[Data excerpts]
---+---

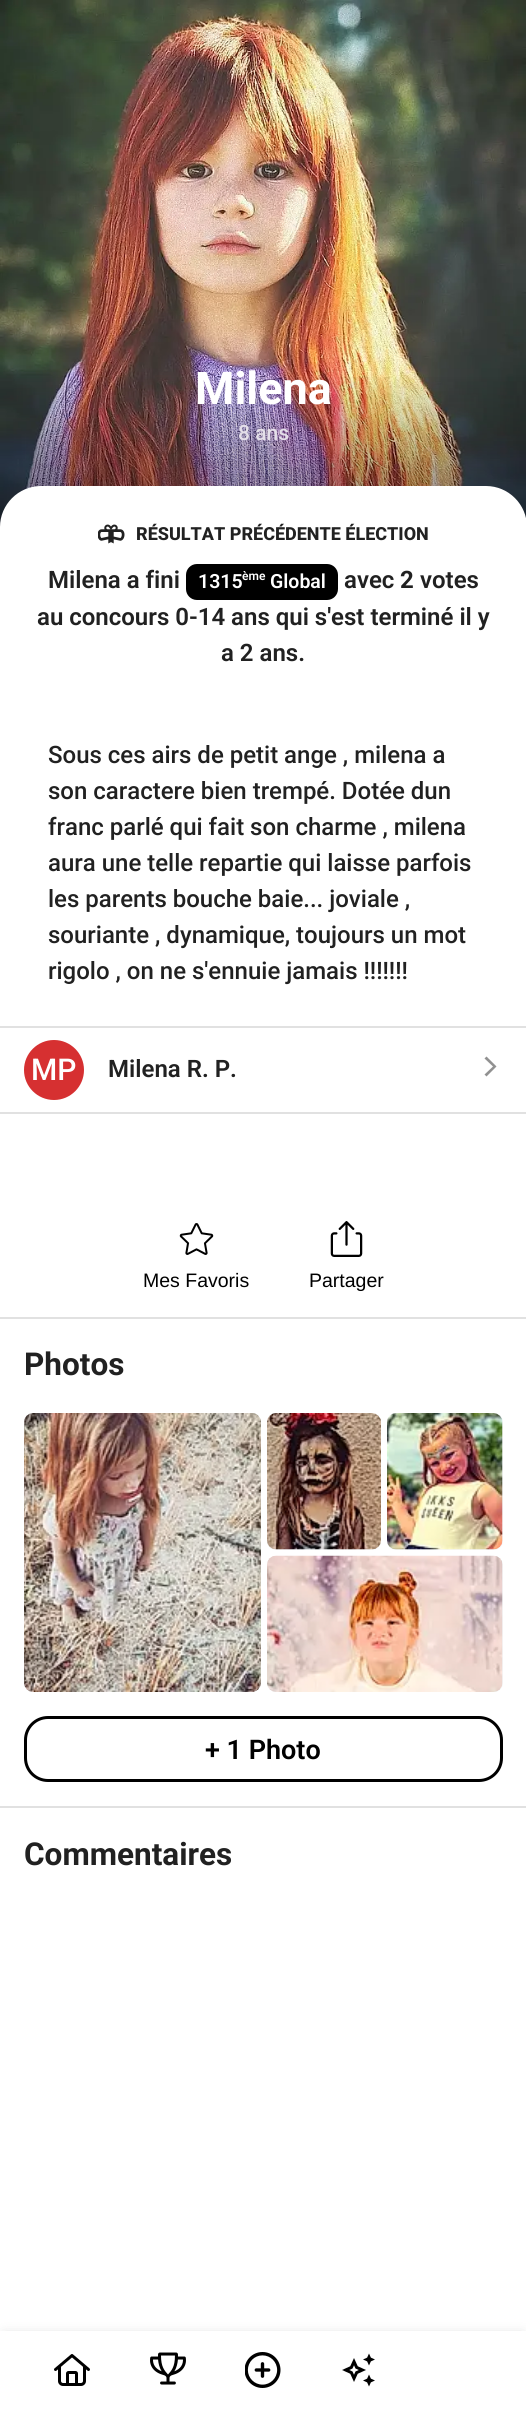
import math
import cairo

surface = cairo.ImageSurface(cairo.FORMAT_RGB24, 526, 2415)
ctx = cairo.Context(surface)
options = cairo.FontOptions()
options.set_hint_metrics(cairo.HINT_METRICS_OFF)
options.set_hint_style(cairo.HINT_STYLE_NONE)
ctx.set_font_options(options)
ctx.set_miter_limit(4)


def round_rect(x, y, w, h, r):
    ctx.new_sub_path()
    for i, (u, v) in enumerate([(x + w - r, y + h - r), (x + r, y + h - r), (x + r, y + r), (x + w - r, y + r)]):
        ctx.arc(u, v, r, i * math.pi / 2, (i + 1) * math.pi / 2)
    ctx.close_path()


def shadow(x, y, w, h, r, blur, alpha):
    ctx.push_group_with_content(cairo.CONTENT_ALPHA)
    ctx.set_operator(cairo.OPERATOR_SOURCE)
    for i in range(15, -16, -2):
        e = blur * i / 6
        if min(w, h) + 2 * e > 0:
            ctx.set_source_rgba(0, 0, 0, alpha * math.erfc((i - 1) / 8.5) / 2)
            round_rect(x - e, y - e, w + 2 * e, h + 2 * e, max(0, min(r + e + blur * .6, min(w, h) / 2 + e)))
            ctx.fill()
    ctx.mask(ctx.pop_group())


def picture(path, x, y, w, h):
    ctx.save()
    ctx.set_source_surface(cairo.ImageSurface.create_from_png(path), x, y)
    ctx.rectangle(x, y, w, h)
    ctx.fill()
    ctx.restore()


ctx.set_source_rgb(1, 1, 1)
ctx.paint()
picture("img1.png", 0, 0, 526, 527)
gradient = cairo.LinearGradient(263, 0, 263, 527)
gradient.add_color_stop_rgba(0.7, 0, 0, 0, 0)
gradient.add_color_stop_rgba(1, 0, 0, 0, 0.4)
ctx.set_source(gradient)
ctx.rectangle(0, 377, 526, 150)
ctx.fill()
ctx.select_font_face("Roboto", cairo.FONT_SLANT_NORMAL, cairo.FONT_WEIGHT_BOLD)
ctx.set_font_size(45)
ctx.set_source_rgb(1, 1, 1)
ctx.move_to(195, 404)
ctx.show_text("Milena")
ctx.select_font_face("Roboto Medium")
ctx.set_font_size(21)
ctx.set_source_rgb(0.894, 0.875, 0.914)
ctx.move_to(238, 440)
ctx.show_text("8 ans")
ctx.set_source_rgb(1, 1, 1)
ctx.new_path()
ctx.move_to(41, 486)
ctx.line_to(486, 486)
ctx.curve_to(508.5, 486, 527, 504.5, 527, 527)
ctx.line_to(0, 527)
ctx.curve_to(0, 504.5, 18.5, 486, 41, 486)
ctx.close_path()
ctx.fill()
picture("img2.png", 98, 524, 27, 20)
ctx.select_font_face("Roboto ExtraBold")
ctx.set_font_size(18)
ctx.set_source_rgb(0.129, 0.129, 0.129)
ctx.move_to(136, 540)
ctx.show_text("RÉSULTAT PRÉCÉDENTE ÉLECTION")
ctx.select_font_face("Roboto SemiBold")
ctx.set_font_size(24)
ctx.move_to(48, 588)
ctx.show_text("Milena a fini")
ctx.set_source_rgb(0, 0, 0)
round_rect(186, 564, 152, 36, 11)
ctx.fill()
ctx.set_font_size(19.5)
ctx.set_source_rgb(1, 1, 1)
ctx.move_to(198, 588)
ctx.show_text("1315")
ctx.set_font_size(12)
ctx.move_to(242, 580)
ctx.show_text("ème")
ctx.set_font_size(19.5)
ctx.move_to(270, 588)
ctx.show_text("Global")
ctx.set_font_size(24)
ctx.set_source_rgb(0.129, 0.129, 0.129)
ctx.move_to(344, 588)
ctx.show_text("avec")
ctx.select_font_face("Roboto", cairo.FONT_SLANT_NORMAL, cairo.FONT_WEIGHT_BOLD)
ctx.move_to(400, 588)
ctx.show_text("2")
ctx.select_font_face("Roboto SemiBold")
ctx.move_to(420, 588)
ctx.show_text("votes")
ctx.move_to(37, 625)
ctx.show_text("au concours 0-14 ans qui s'est terminé il y")
ctx.move_to(221, 661)
ctx.show_text("a 2 ans.")
ctx.select_font_face("Roboto Medium")
ctx.move_to(48, 763)
ctx.show_text("Sous ces airs de petit ange , milena a")
ctx.move_to(48, 799)
ctx.show_text("son caractere bien trempé. Dotée dun")
ctx.move_to(48, 835)
ctx.show_text("franc parlé qui fait son charme , milena")
ctx.move_to(48, 871)
ctx.show_text("aura une telle repartie qui laisse parfois")
ctx.move_to(48, 907)
ctx.show_text("les parents bouche baie... joviale ,")
ctx.move_to(48, 943)
ctx.show_text("souriante , dynamique, toujours un mot")
ctx.move_to(48, 979)
ctx.show_text("rigolo , on ne s'ennuie jamais !!!!!!!")
ctx.set_source_rgb(0.882, 0.882, 0.882)
ctx.rectangle(0, 1026, 526, 2)
ctx.fill()
ctx.set_source_rgb(0.839, 0.188, 0.192)
ctx.arc(54, 1070, 30, 0, 2 * math.pi)
ctx.fill()
ctx.set_font_size(30)
ctx.set_source_rgb(1, 1, 1)
ctx.move_to(31, 1080)
ctx.show_text("MP")
ctx.select_font_face("Roboto SemiBold")
ctx.set_font_size(24)
ctx.set_source_rgb(0.129, 0.129, 0.129)
ctx.move_to(108, 1077)
ctx.show_text("Milena R. P.")
ctx.set_source_rgb(0.569, 0.569, 0.569)
ctx.new_path()
ctx.move_to(484.5, 1074.5)
ctx.line_to(486.5, 1076.5)
ctx.line_to(496.5, 1066.5)
ctx.line_to(486.5, 1056.5)
ctx.line_to(484.5, 1058.5)
ctx.line_to(493, 1066.5)
ctx.close_path()
ctx.fill()
ctx.set_source_rgb(0.882, 0.882, 0.882)
ctx.rectangle(0, 1112, 526, 2)
ctx.fill()
picture("img3.png", 179, 1223, 35, 32)
ctx.select_font_face("Liberation Sans")
ctx.set_font_size(19.5)
ctx.set_source_rgb(0, 0, 0)
ctx.move_to(143, 1287)
ctx.show_text("Mes Favoris")
picture("img4.png", 330, 1221, 33, 36)
ctx.move_to(309, 1287)
ctx.show_text("Partager")
ctx.set_source_rgb(0.882, 0.882, 0.882)
ctx.rectangle(0, 1317, 526, 2)
ctx.fill()
ctx.select_font_face("Roboto", cairo.FONT_SLANT_NORMAL, cairo.FONT_WEIGHT_BOLD)
ctx.set_font_size(31.5)
ctx.set_source_rgb(0.129, 0.129, 0.129)
ctx.move_to(24, 1375)
ctx.show_text("Photos")
ctx.set_source_rgb(0.957, 0.961, 0.965)
round_rect(24, 1413, 237, 279, 9)
ctx.fill()
picture("img5.png", 24, 1413, 237, 279)
round_rect(267, 1413, 114, 137, 9)
ctx.fill()
picture("img6.png", 267, 1413, 114, 137)
round_rect(387, 1413, 116, 137, 9)
ctx.fill()
picture("img7.png", 387, 1413, 116, 137)
round_rect(267, 1556, 236, 136, 9)
ctx.fill()
picture("img8.png", 267, 1555, 236, 137)
round_rect(25.5, 1717.5, 476, 63, 22.5)
ctx.set_source_rgb(0, 0, 0)
ctx.set_line_width(3)
ctx.stroke()
ctx.select_font_face("Roboto SemiBold")
ctx.set_font_size(27)
ctx.move_to(205, 1759)
ctx.show_text("+ 1 Photo")
ctx.set_source_rgb(0.882, 0.882, 0.882)
ctx.rectangle(0, 1806, 526, 2)
ctx.fill()
ctx.select_font_face("Roboto", cairo.FONT_SLANT_NORMAL, cairo.FONT_WEIGHT_BOLD)
ctx.set_font_size(31.5)
ctx.set_source_rgb(0.129, 0.129, 0.129)
ctx.move_to(24, 1865)
ctx.show_text("Commentaires")
ctx.set_source_rgb(0, 0, 0)
shadow(0, 2333, 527, 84, 5, 6, 0.12)
ctx.set_source_rgb(1, 1, 1)
ctx.rectangle(0, 2331, 526, 84)
ctx.fill()
picture("img9.png", 54, 2354, 36, 32)
picture("img10.png", 150, 2352, 36, 33)
picture("img11.png", 245, 2352, 36, 36)
picture("img12.png", 342, 2353, 33, 34)
surface.write_to_png("page.png")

---+---

EXERCISE OBJECTIVE —
Begin with the line above that has "options.set_hint_style(cairo.HINT_STYLE_NONE)" and continue through the line that has "ctx.restore()", setting each one down exactly. Stop there.

EXERCISE SOLUTION —
options.set_hint_style(cairo.HINT_STYLE_NONE)
ctx.set_font_options(options)
ctx.set_miter_limit(4)


def round_rect(x, y, w, h, r):
    ctx.new_sub_path()
    for i, (u, v) in enumerate([(x + w - r, y + h - r), (x + r, y + h - r), (x + r, y + r), (x + w - r, y + r)]):
        ctx.arc(u, v, r, i * math.pi / 2, (i + 1) * math.pi / 2)
    ctx.close_path()


def shadow(x, y, w, h, r, blur, alpha):
    ctx.push_group_with_content(cairo.CONTENT_ALPHA)
    ctx.set_operator(cairo.OPERATOR_SOURCE)
    for i in range(15, -16, -2):
        e = blur * i / 6
        if min(w, h) + 2 * e > 0:
            ctx.set_source_rgba(0, 0, 0, alpha * math.erfc((i - 1) / 8.5) / 2)
            round_rect(x - e, y - e, w + 2 * e, h + 2 * e, max(0, min(r + e + blur * .6, min(w, h) / 2 + e)))
            ctx.fill()
    ctx.mask(ctx.pop_group())


def picture(path, x, y, w, h):
    ctx.save()
    ctx.set_source_surface(cairo.ImageSurface.create_from_png(path), x, y)
    ctx.rectangle(x, y, w, h)
    ctx.fill()
    ctx.restore()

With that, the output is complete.